Installing Modpacks (Forge & Fabric)
Transform your Minecraft experience with custom mods and massive modpacks. Learn the technical differences between Forge, Fabric, and Quilt.
1. Forge, Fabric, or NeoForge?
As of 2026, the Minecraft modding landscape is split between three primary loaders.
- NeoForge: The dominant successor for high-version modding (1.20.x and 1.21.x+). It offers superior performance and stability compared to the original Forge, which is now primarily used for legacy modded play.
- Fabric: The lightweight champion. In 2026, Fabric remains the go-to for "Vanilla+" and performance-heavy servers. It is often the first to support new Minecraft sub-versions within hours of release.
- Quilt: A community-driven fork of Fabric that focuses on modularity and power-user features.
2. Server-side vs. Client-side Mods
Understanding mod locality is crucial for a crash-free experience.
- Universal: Mods that add content (Industrial Revolution, Aeon Sky). These must be on both the server and client.
- Server-side: Logic mods (LuckPerms, Spark). Players don't need these.
- Client-side: Visual mods (Iris/Sodium, Shaders). Do not put these on your Deduck server files.

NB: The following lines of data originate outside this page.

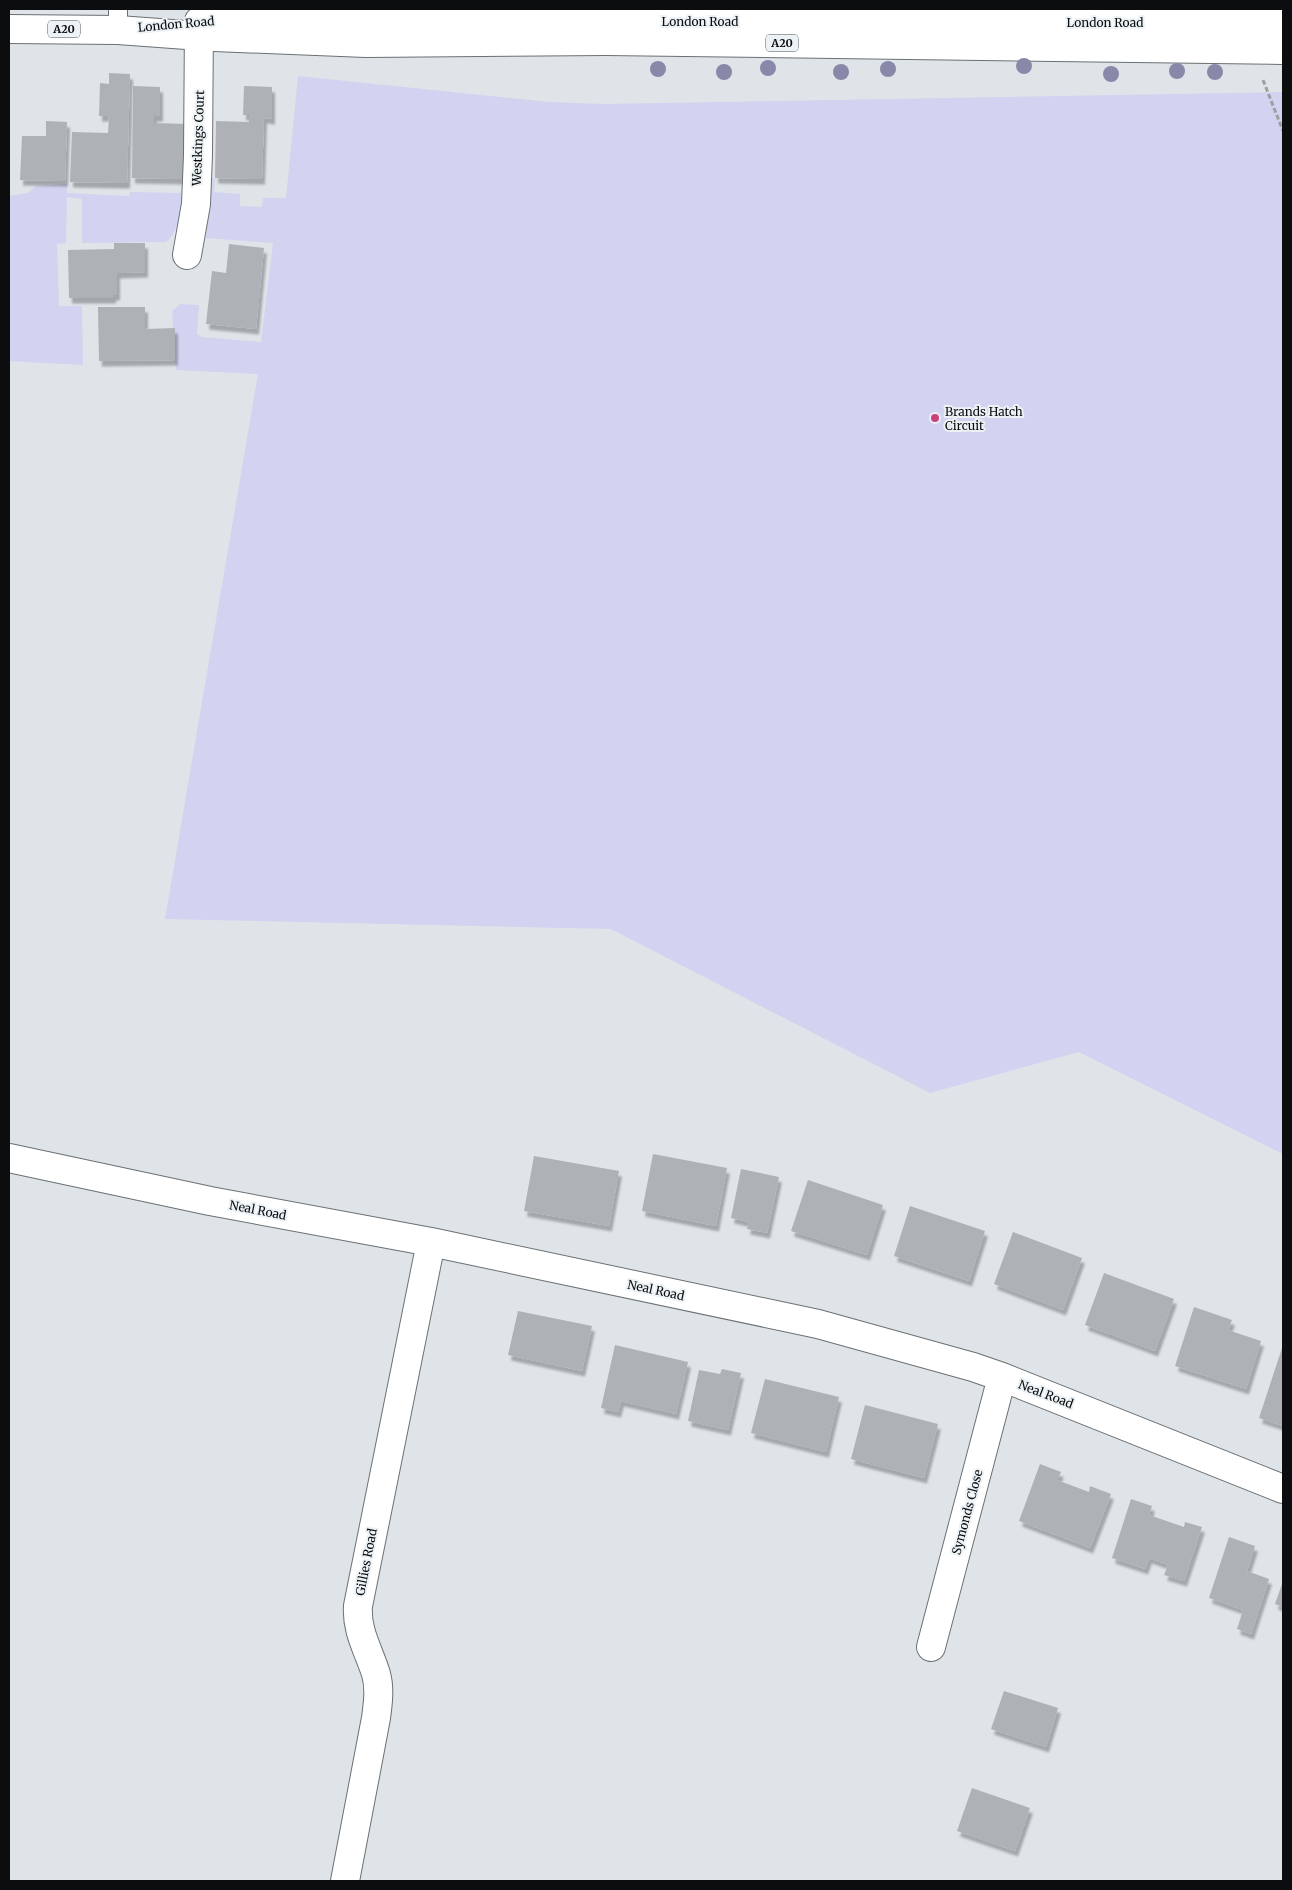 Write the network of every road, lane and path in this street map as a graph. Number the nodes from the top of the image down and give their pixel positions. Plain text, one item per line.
1 (118, 19) edge
2 (1283, 22) edge
3 (282, 23) edge
4 (208, 25) edge
5 (9, 29) edge
6 (1283, 50) edge
7 (187, 255) dead end
8 (9, 1158) edge
9 (431, 1242) junction
10 (1002, 1377) junction
11 (1283, 1489) edge
12 (931, 1647) dead end
13 (345, 1881) edge

1 - 4 street, London Road / A20
1 - 5 street, London Road / A20
2 - 3 street, London Road / A20
3 - 4 street, London Road / A20
3 - 6 street, London Road / A20
4 - 7 street, Westkings Court
8 - 9 street, Neal Road
9 - 10 street, Neal Road
9 - 13 street, Gillies Road
10 - 11 street, Neal Road
10 - 12 street, Symonds Close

3. Installing a Modpack in 2026
Step 1: The Core Version
On Deduck, select either 'NeoForge' or 'Fabric' from the version selector. This installs the correct server.jar and libraries automatically.
Step 2: Dependency Management
Modern mods often share 'Lib' mods. We recommend using a modpack manager or carefully checking the latest.log for "Missing dependency" errors during the first boot.
4. Essential Performance Mods
To run a heavy modpack on 2026 hardware, you MUST use these optimization bridges:
- Sodium/Lithium/FerriteCore: Standard for Fabric/Quilt performance.
- ModernFix: Fixes memory leaks and startup times for heavy NeoForge packs.
- Canary/Starlight: Optimizes light calculations and chunk ticking.